The incoming coalition government is likely to be unstable, with the PM dedicating much of his time and energy in balancing the coalition rather than the national affairs. The PM may remain hostage to the alliance partners and may not be able to take strong decisions. The incoming coalition government will function as a junior partner to the military - Shehbaz’s government handed over unprecedented power to the army in 2023, and it is likely to continue to do so in this term as well. The government has to work closely with the military for its own political survival. Followers of Imran Khan followers, who had successfully attacked several military installations and the house of Lahore Corp Commander earlier, are likely to resort to such protests more often. The believe that Imran Khan was an anti-corruption crusader and his narrative appeals to the Pakistani youth who are disgruntled and dissatisfied with Army involvement in national politics.

Another important aspect that requires attention is the involvement of judiciary. While in Nawaz Sharif’s case, Pakistani court quashed corruption charges against him and freed him, in the cases against Imran Khan, judgements were rushed to convict him just before the elections. The ban on Nawaz Sharif to contest election was lifted as the court said a ban for life to contest is a violation of fundamental rights of a citizen. Within two months, all cases against him were cleared so that he could file nomination for the elections. The economic and security situation in Pakistan has been deteriorating due to the persistent political instability and confrontational politics. The country’s economy has been growing at a rate of 2–3 per cent, much below desired mark to address economic challenges and grow steadily. Foreign investment has dwindled and foreign exchange reserve touched a little more than US$ 4 billion sending alarm bells. Clashes for food have been a common phenomenon. The imports are increasing and exports are decreasing. Pakistan economy has contracted for the first time. The debt burden has also increased and debt servicing would paralyse the economy. Managing the economy is going to be a tough challenge amidst the increasing pressure from the IMF to curb government expenditures, expand tax net and remove subsidies. Given the performance of Shehbaz Sharif during the stint of 16 months as prime minister from April 2022 to August 2023, he may not have much to offer to address the economic crisis as the IMF’s tough conditionalities would be difficult to ignore. Neither of the coalition parties has a sound record of economic prudence or growth. The army is now also directly involved in the economy, via the army chief’s membership on a special investment facilitation council. In the last couple of years, not only have the terror attacks increased manifold, but Pakistan’s relations with Afghanistan have deteriorated. Terror attacks have increased by 70 per cent in 2023.
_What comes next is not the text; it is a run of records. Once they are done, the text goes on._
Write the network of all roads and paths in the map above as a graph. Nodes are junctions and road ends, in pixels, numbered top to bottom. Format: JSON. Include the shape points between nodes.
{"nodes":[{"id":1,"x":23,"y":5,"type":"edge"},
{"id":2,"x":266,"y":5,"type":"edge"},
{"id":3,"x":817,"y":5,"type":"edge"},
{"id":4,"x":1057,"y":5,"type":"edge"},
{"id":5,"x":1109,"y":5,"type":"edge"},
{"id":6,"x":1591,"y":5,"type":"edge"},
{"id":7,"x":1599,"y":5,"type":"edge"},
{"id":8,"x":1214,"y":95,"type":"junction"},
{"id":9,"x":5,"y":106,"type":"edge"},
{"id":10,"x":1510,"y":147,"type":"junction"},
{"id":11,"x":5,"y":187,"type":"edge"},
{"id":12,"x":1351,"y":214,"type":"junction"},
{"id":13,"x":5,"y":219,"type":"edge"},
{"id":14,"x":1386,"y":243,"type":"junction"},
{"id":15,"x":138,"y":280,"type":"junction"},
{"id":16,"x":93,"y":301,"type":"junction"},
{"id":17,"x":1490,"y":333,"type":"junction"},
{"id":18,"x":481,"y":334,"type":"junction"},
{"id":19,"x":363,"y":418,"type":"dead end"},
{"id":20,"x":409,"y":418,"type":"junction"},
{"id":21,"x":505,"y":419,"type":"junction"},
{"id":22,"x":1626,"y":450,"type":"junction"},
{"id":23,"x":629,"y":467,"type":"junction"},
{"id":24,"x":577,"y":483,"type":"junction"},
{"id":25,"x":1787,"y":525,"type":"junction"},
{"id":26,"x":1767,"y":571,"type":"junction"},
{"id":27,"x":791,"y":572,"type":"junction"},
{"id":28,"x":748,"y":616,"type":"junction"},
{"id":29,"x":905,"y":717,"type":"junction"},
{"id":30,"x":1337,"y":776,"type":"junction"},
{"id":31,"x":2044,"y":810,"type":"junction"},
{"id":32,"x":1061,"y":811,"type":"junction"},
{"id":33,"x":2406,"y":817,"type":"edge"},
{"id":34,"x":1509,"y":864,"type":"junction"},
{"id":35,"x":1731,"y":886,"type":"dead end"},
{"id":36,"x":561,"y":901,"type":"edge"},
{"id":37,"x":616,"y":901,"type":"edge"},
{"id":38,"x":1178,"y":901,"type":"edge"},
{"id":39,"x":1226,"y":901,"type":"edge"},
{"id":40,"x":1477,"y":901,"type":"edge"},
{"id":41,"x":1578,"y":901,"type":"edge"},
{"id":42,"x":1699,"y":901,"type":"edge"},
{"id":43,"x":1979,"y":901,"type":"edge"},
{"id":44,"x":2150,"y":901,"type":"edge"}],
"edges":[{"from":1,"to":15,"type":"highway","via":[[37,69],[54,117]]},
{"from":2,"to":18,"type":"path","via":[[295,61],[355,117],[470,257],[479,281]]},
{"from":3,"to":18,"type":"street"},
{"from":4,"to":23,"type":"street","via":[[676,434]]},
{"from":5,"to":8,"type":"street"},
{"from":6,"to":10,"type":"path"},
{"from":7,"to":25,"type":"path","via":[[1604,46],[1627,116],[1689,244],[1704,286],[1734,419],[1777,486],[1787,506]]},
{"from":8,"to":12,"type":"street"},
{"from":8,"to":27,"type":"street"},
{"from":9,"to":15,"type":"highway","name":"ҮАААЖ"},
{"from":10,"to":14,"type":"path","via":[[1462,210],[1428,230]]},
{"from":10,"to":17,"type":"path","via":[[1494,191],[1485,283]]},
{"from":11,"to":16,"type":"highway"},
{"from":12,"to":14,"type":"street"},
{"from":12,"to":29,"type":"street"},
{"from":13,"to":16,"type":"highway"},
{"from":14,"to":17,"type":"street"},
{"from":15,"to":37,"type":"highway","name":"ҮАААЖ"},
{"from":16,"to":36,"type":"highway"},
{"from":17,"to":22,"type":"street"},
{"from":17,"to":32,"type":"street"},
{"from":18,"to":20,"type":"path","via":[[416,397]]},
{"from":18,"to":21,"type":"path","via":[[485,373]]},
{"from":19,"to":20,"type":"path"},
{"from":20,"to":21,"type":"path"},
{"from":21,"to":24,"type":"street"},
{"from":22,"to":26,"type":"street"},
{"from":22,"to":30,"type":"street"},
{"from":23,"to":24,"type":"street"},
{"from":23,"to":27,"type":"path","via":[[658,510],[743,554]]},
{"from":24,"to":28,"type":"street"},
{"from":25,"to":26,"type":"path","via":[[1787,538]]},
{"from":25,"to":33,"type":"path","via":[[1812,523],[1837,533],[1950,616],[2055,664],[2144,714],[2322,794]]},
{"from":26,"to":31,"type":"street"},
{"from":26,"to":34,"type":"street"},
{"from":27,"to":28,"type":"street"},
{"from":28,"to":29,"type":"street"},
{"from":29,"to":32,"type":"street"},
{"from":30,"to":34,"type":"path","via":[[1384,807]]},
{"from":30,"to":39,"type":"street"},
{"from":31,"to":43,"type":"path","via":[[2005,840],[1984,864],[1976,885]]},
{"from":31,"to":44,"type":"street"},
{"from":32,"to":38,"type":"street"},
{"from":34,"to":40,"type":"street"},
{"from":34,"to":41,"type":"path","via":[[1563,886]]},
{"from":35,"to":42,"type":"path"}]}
The fragmented mandate has created political uncertainty. Many predict that the new government may not complete the term. It also makes it far harder for any government to push through the kind of bold economic packages needed for the country to move forward and escape the deep structural problems that are ailing the economy, such as a limited tax base and reliance on handouts from other countries. The weak government may not be able to come up with a united policy to deal with the threat of terrorism. Internal priorities of the new government will impact its foreign policy decision-making, whether with the United States, China, Afghanistan and India.